I don’t want my kids judging people based on their looks (or anything, really). I think I’ve done a pretty good job of instilling the “It’s What’s on the Inside That Matters” lesson. When my kids were young and they innocently asked blunt questions about the people around us, I always tried to explain that we’re all made differently. We each have our own characteristics that make us unique. I always tried to maintain a low-key attitude of indifference when it came to people who looked remarkably different from the norm, whether by choice (tattooed face) or by circumstance (missing a limb).
I’ve also always given my kids plenty of freedom when it comes to self-expression. My oldest son sported a Mohawk when he was in the 4th grade. My youngest daughter wore bright pink cowboy boots every single day for a good year. My oldest daughter and my youngest son both bleached their hair. A couple of my daughters dyed half their hair pink. It never bothered me when they experimented with different hairstyles, makeup, or clothing because I knew they were trying to find themselves and their own unique style. Besides, hair, clothing, and makeup are all temporary things. Hair grows and you can always change your clothes. No big deal.
But what happens when that child grows up and suddenly they’re the “freak show” that the little kids whisper about? How do you react when their self-expression includes permanent alterations like tattoos and gauges in their ears? That’s where I am right now. My oldest son has a variety of piercings, including big ole holes in his ear lobes. I don’t understand this. I don’t get the attraction of being able to stick a pencil through your ear lobes. Why? Why??? I hate them. My oldest daughter has a big ole tattoo on her shoulder. It’s pretty, but it’s huge. My kids are 18 and almost 20 so they don’t need my permission to do these things. I wish I had control over this. It stinks watching your kids grow up and having to let go so they can make their own mistakes decisions.
I can’t help but wonder if they are slamming doors on future job possibilities. Sure, they’re old enough to not need parental permission, but are they old enough to make smart decisions? Decisions that will last a lifetime. Decisions that could potentially cost them a job, or even a career in the future. I’m having a hard time getting them to understand the ramifications of permanently altering their bodies and it makes me worry that the only job they’ll be able to get is as a tattoo artist or a carny. I got a tattoo when I was 18 and knew everything. I regret it now. It’s a fish. It’s an ugly fish with no significance. But there was no reasoning with me back then, just as there is no reasoning with my kids now.

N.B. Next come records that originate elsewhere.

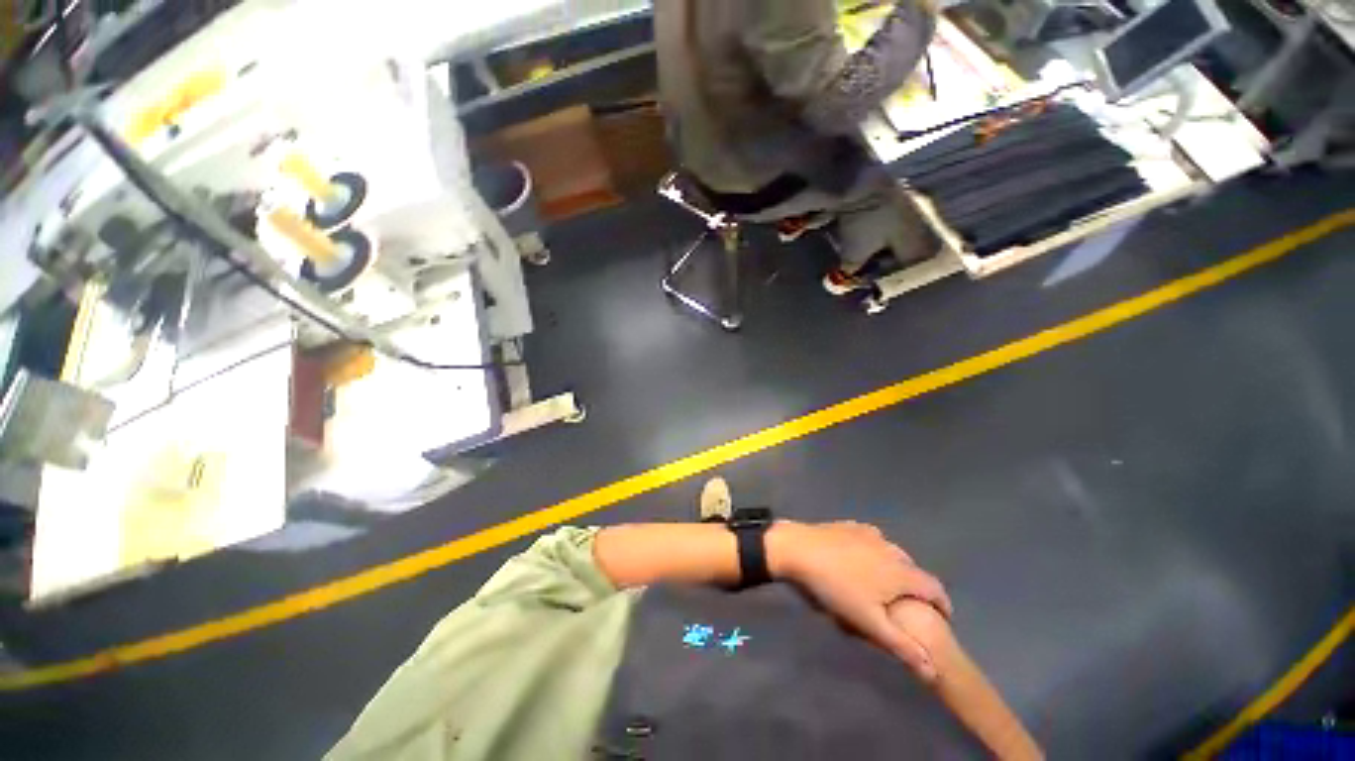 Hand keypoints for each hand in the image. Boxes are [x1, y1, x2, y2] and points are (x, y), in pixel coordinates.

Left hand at [768, 521, 952, 680]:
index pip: (935, 589)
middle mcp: (890, 548)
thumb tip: (933, 670)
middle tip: (906, 605)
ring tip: (883, 583)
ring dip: (895, 568)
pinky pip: (872, 540)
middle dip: (916, 587)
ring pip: (892, 553)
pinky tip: (861, 560)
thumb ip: (902, 646)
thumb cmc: (835, 588)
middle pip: (914, 570)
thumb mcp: (868, 623)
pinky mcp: (850, 525)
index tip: (941, 619)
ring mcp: (869, 533)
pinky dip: (875, 552)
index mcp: (901, 572)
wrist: (798, 549)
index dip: (943, 605) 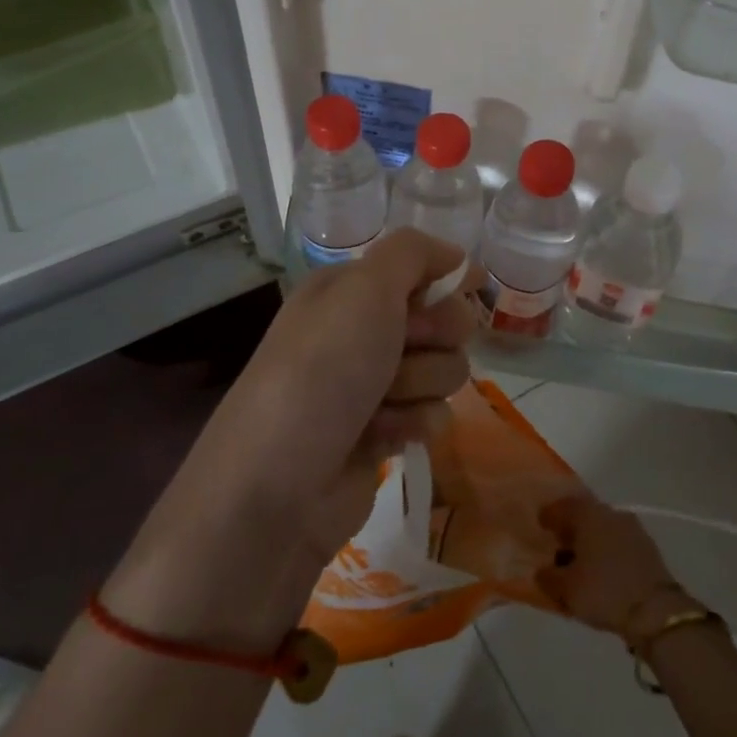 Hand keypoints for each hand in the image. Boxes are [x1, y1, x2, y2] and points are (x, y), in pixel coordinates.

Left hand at [218, 228, 486, 557]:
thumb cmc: (323, 369)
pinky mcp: (383, 433)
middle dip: (433, 339)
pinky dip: (413, 424)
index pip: (424, 270)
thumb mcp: (364, 288)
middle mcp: (362, 330)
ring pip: (445, 370)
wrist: (278, 483)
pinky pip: (433, 415)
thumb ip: (413, 253)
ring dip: (420, 386)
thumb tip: (458, 257)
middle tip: (401, 353)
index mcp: (350, 289)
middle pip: (444, 321)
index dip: (442, 286)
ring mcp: (373, 384)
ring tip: (382, 403)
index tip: (447, 300)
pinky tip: (381, 438)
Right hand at [537, 495, 691, 645]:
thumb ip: (548, 577)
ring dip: (590, 541)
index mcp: (587, 514)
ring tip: (580, 563)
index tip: (540, 525)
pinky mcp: (647, 548)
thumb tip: (543, 571)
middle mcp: (610, 512)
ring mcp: (632, 528)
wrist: (657, 611)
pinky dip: (607, 551)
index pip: (562, 506)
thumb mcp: (566, 589)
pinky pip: (618, 543)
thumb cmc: (604, 591)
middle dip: (570, 528)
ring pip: (603, 528)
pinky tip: (602, 570)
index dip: (548, 516)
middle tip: (558, 544)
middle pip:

Another part of me knows that the way they look on the outside isn’t important. What’s inside is what I should be concerned with. Who cares if they cover themselves with piercings and tattoos, right? As long as they’re good, compassionate, moral people, who cares what they look like? This is the lesson I’ve always strived to instill in my children. I can’t expect them to accept others no matter how they look if I can’t do the same thing myself. But why is it so hard when it’s your own kids? I guess I’ll just keep trying to bite my tongue every time I see the big holes in my son’s ears, and I’ll focus on the fact that, in the whole scheme of things, tattoos and piercings are really not what’s important. And maybe I’ll give them a hand by checking out want ads for carnies.